● EXERCISE BRIEF
Every line below that includes the word "Viale" needs to be copied.

########################################

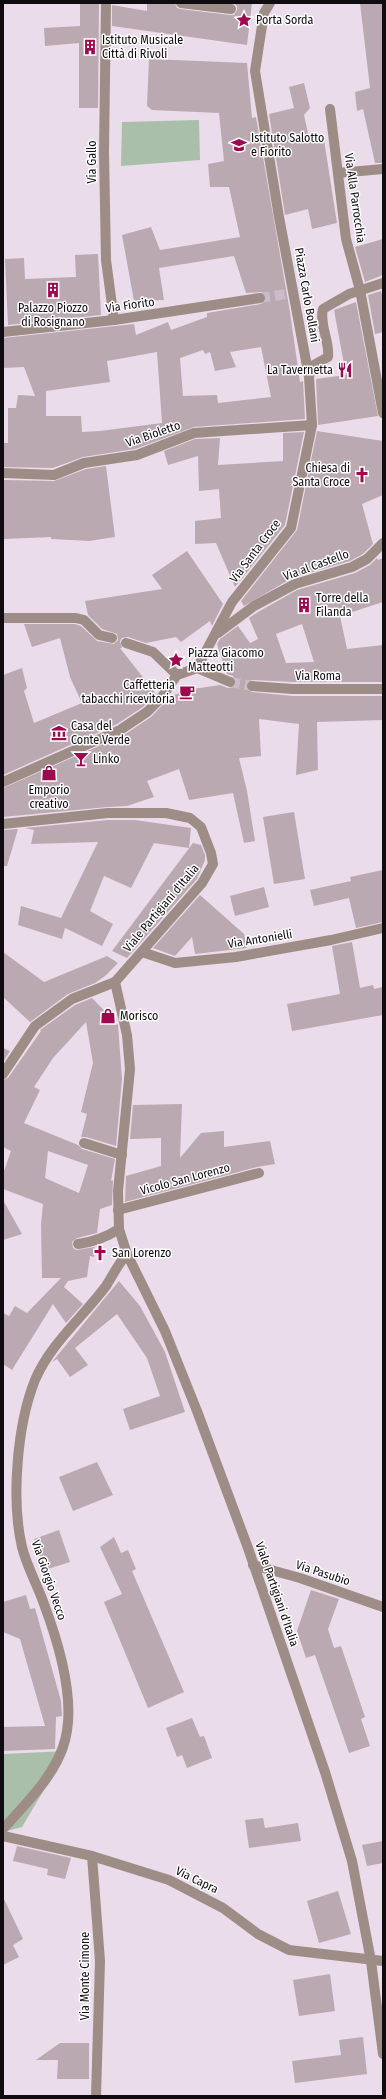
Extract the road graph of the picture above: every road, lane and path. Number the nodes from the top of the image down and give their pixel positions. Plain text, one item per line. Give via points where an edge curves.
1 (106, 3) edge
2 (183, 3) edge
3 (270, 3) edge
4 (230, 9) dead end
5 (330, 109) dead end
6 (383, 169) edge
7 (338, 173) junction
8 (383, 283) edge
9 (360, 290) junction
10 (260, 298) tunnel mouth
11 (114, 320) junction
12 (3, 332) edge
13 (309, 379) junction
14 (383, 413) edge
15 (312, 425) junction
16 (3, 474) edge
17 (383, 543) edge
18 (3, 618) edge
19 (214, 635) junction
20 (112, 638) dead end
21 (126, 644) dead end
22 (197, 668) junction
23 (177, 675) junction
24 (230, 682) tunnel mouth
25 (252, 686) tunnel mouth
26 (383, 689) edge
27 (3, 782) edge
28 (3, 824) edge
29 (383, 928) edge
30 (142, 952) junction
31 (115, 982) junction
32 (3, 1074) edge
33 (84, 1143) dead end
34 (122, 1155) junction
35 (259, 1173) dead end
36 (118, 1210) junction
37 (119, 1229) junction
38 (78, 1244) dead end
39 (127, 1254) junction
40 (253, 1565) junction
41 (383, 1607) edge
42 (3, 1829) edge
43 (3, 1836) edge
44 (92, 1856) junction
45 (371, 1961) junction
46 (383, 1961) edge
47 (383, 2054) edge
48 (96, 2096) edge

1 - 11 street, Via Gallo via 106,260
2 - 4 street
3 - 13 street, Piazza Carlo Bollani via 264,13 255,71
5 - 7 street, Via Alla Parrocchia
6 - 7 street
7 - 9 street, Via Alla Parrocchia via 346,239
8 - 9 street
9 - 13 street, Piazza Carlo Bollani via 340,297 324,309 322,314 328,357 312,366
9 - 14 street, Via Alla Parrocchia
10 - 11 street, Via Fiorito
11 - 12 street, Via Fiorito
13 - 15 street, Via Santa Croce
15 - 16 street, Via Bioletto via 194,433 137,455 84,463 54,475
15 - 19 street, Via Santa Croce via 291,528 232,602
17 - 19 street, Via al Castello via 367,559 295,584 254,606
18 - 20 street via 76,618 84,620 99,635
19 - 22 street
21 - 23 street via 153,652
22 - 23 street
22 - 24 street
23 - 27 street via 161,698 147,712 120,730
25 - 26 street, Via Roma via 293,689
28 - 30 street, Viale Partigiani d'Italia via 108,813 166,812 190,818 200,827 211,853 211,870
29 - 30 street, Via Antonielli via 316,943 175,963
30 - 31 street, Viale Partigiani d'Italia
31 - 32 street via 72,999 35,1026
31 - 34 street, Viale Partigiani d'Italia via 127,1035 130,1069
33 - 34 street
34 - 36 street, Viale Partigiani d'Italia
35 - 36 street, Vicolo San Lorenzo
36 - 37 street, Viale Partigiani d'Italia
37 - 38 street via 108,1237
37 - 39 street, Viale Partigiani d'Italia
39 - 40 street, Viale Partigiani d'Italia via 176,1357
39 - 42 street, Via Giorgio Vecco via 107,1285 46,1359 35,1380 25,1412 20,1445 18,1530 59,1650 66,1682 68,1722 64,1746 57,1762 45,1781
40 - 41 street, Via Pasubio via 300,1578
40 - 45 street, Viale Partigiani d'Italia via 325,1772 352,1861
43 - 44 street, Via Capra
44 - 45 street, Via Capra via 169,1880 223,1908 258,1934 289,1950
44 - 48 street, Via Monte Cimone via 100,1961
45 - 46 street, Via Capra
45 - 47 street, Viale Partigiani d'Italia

########################################

● RESPONSE TO THIS EXERCISE
28 - 30 street, Viale Partigiani d'Italia via 108,813 166,812 190,818 200,827 211,853 211,870
30 - 31 street, Viale Partigiani d'Italia
31 - 34 street, Viale Partigiani d'Italia via 127,1035 130,1069
34 - 36 street, Viale Partigiani d'Italia
36 - 37 street, Viale Partigiani d'Italia
37 - 39 street, Viale Partigiani d'Italia
39 - 40 street, Viale Partigiani d'Italia via 176,1357
40 - 45 street, Viale Partigiani d'Italia via 325,1772 352,1861
45 - 47 street, Viale Partigiani d'Italia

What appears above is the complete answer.